On Their Best Behaviour
Esquire Singapore|April 2020
There are some people in this world who will risk everything, even their own lives, to help a stranger. And they’re not doing this for money or fame. So just why do they do it?
Josh Sims
On Their Best Behaviour

It was one of the most spectacular and talked-about acts of everyday heroism in recent years. In 2007, a man waiting for a subway train suffered a seizure and fell from the platform onto the tracks. Some 75 onlookers froze. One, however, acted. Wesley Autrey handed his two children to a stranger, jumped onto the tracks and attempted to drag the flailing man out of the way of an oncoming train. When it became clear that there wouldn’t be time for this, Autrey positioned the man at the centre of the tracks and lay down on top of him to prevent him from moving. The train passed over them both with less than an inch to spare. Autry later said: “I don’t feel like I did something spectacular. I did what I felt was right.”

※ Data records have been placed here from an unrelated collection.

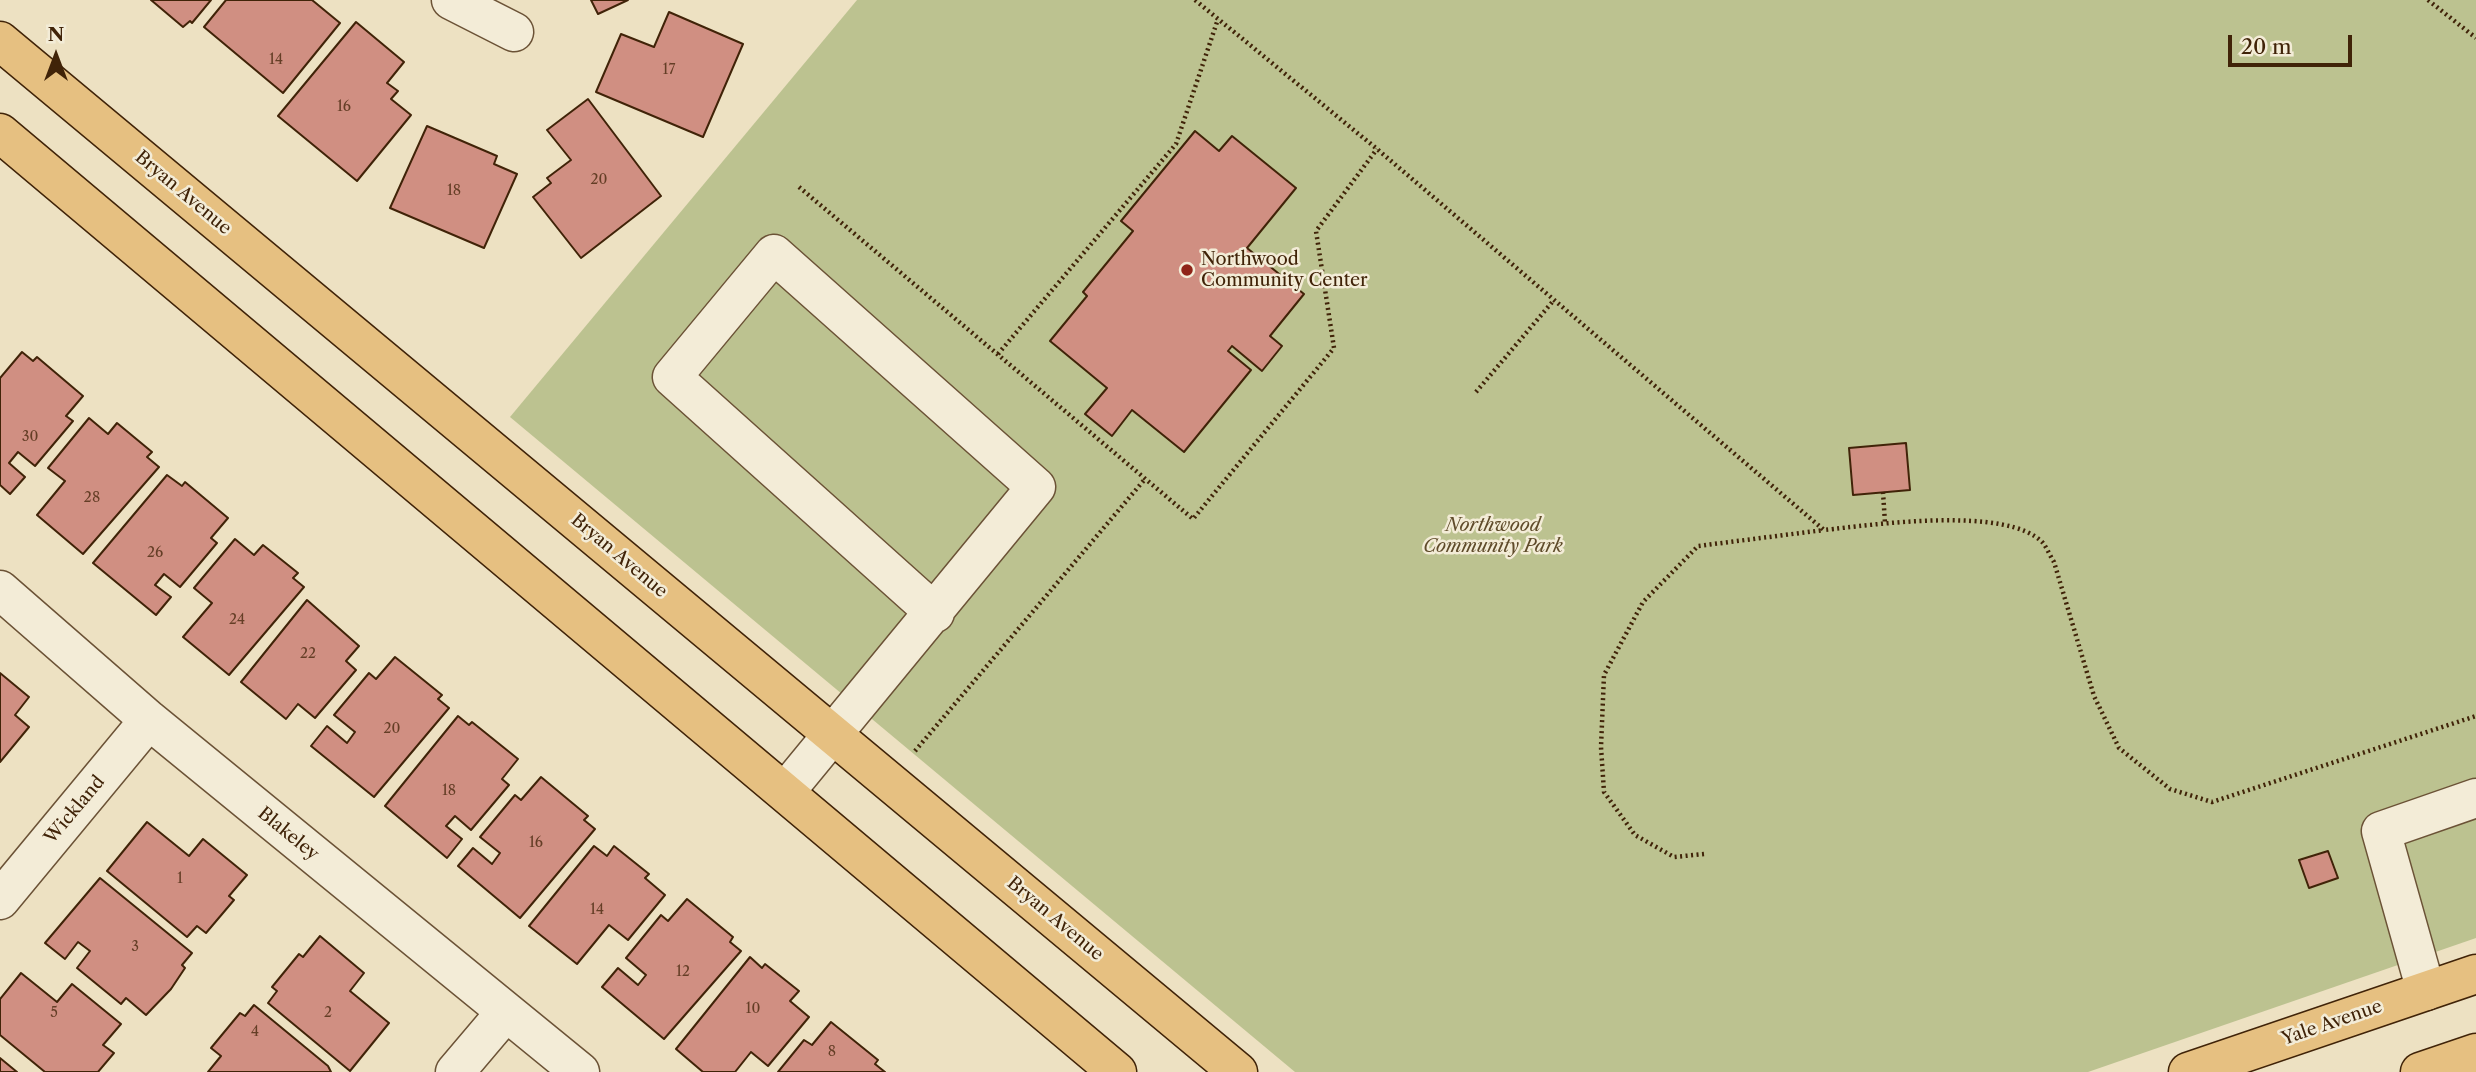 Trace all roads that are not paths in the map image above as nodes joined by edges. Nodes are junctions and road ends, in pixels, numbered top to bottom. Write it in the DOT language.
graph roads {
  1 [pos="450,0"];
  2 [pos="514,32"];
  3 [pos="0,41"];
  4 [pos="0,132"];
  5 [pos="0,590"];
  6 [pos="935,612"];
  7 [pos="149,720"];
  8 [pos="833,734"];
  9 [pos="785,792"];
  10 [pos="2476,798"];
  11 [pos="0,900"];
  12 [pos="2476,974"];
  13 [pos="2426,990"];
  14 [pos="505,1013"];
  15 [pos="2476,1053"];
  16 [pos="455,1072"];
  17 [pos="580,1072"];
  18 [pos="1118,1072"];
  19 [pos="1238,1072"];
  20 [pos="2188,1072"];
  21 [pos="2420,1072"];
  1 -- 2 [label="street"];
  3 -- 8 [label="main road, Bryan Avenue"];
  4 -- 9 [label="main road"];
  5 -- 7 [label="street, Blakeley"];
  6 -- 6 [label="street"];
  6 -- 8 [label="street"];
  7 -- 11 [label="street, Wickland"];
  7 -- 14 [label="street, Blakeley"];
  8 -- 9 [label="street"];
  8 -- 19 [label="main road, Bryan Avenue"];
  9 -- 18 [label="main road"];
  10 -- 13 [label="street"];
  12 -- 13 [label="main road, Yale Avenue"];
  13 -- 20 [label="main road, Yale Avenue"];
  14 -- 16 [label="street"];
  14 -- 17 [label="street, Blakeley"];
  15 -- 21 [label="main road"];
} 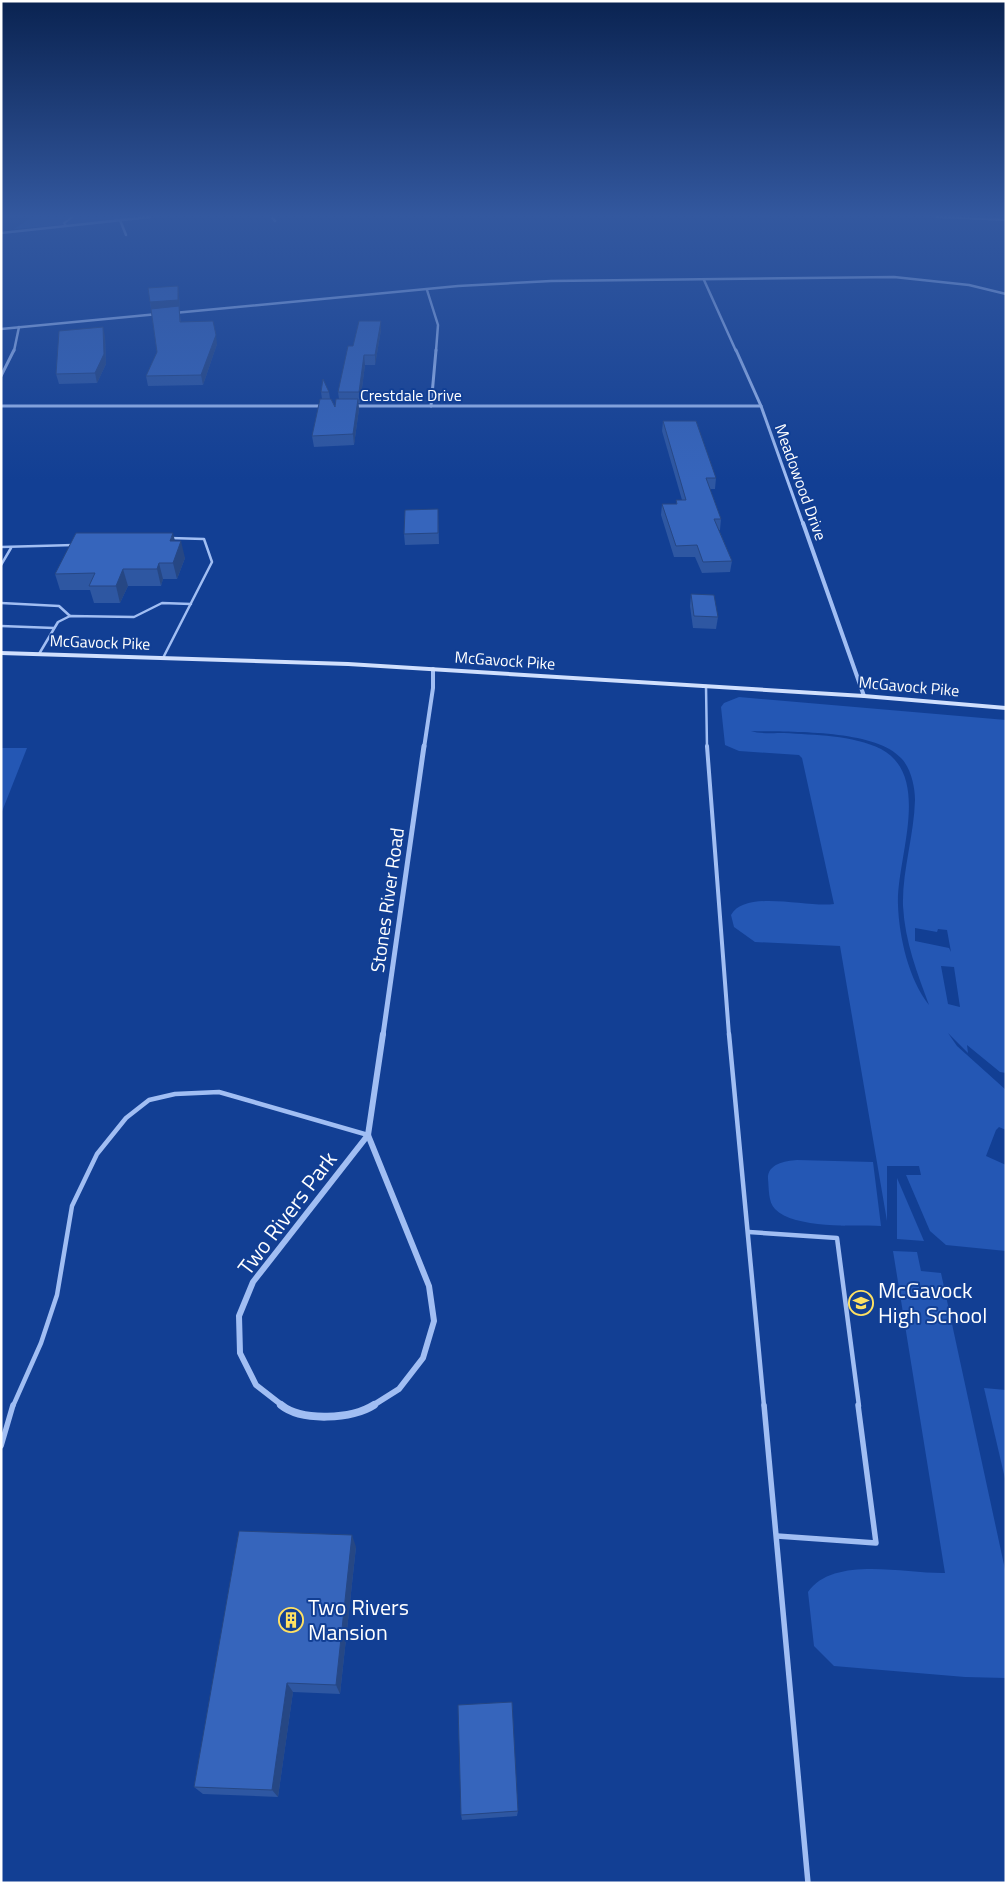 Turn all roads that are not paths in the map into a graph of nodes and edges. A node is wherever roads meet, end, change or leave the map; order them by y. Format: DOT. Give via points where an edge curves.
graph roads {
  1 [pos="266,305"];
  2 [pos="432,305"];
  3 [pos="715,305"];
  4 [pos="158,314"];
  5 [pos="168,314"];
  6 [pos="19,327"];
  7 [pos="1,329"];
  8 [pos="1,376"];
  9 [pos="1,406"];
  10 [pos="326,406"];
  11 [pos="345,406"];
  12 [pos="431,406"];
  13 [pos="760,406"];
  14 [pos="165,538"];
  15 [pos="82,543"];
  16 [pos="1,547"];
  17 [pos="12,548"];
  18 [pos="1,565"];
  19 [pos="1,603"];
  20 [pos="190,604"];
  21 [pos="70,616"];
  22 [pos="1,626"];
  23 [pos="54,628"];
  24 [pos="1,653"];
  25 [pos="39,654"];
  26 [pos="163,658"];
  27 [pos="433,669"];
  28 [pos="706,686"];
  29 [pos="864,696"];
  30 [pos="1006,708"];
  31 [pos="368,1135"];
  32 [pos="749,1232"];
  33 [pos="1,1446"];
  34 [pos="777,1536"];
  35 [pos="808,1883"];
  1 -- 5 [label="street"];
  2 -- 12 [label="street" via="438,325"];
  3 -- 13 [label="street, Meadowood Drive"];
  4 -- 6 [label="street"];
  6 -- 7 [label="street"];
  6 -- 8 [label="street" via="12,354"];
  9 -- 10 [label="street"];
  11 -- 12 [label="street, Crestdale Drive"];
  12 -- 13 [label="street, Crestdale Drive"];
  13 -- 29 [label="street, Meadowood Drive"];
  14 -- 20 [label="lane" via="204,539 212,562"];
  15 -- 17 [label="lane"];
  16 -- 17 [label="lane"];
  17 -- 18 [label="lane"];
  19 -- 21 [label="lane" via="59,606"];
  20 -- 21 [label="lane" via="162,603 134,617"];
  20 -- 26 [label="lane"];
  21 -- 23 [label="lane"];
  22 -- 23 [label="lane"];
  23 -- 25 [label="lane"];
  24 -- 25 [label="main road, McGavock Pike"];
  25 -- 26 [label="main road, McGavock Pike"];
  26 -- 27 [label="main road, McGavock Pike"];
  27 -- 28 [label="main road, McGavock Pike"];
  27 -- 31 [label="street, Stones River Road" via="433,688"];
  28 -- 29 [label="main road, McGavock Pike"];
  28 -- 32 [label="lane" via="707,764 720,935"];
  29 -- 30 [label="main road, McGavock Pike"];
  31 -- 31 [label="street, Two Rivers Park" via="253,1282 239,1316 240,1353 256,1385 284,1408 323,1418 364,1411 399,1389 424,1358 434,1322 429,1286"];
  31 -- 33 [label="lane" via="219,1092 175,1094 149,1100 126,1118 97,1154 72,1206 57,1295 12,1408"];
  32 -- 34 [label="lane"];
  32 -- 34 [label="lane" via="837,1238 876,1544"];
  34 -- 35 [label="lane"];
}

Such events fascinate Professor Philip Zimbardo, author of The Lucifer Effect and the eminent psychologist behind the infamous Stanford prison experiment. Conducted 49 years ago, it involved splitting a group of volunteer students into ‘prisoners’ and ‘guards’ in a mock prison and letting nature take its course, which turned out to be an acquired submissiveness on the part of the prisoners and an acquired brutality on the part of the guards. The experiment had to be abandoned.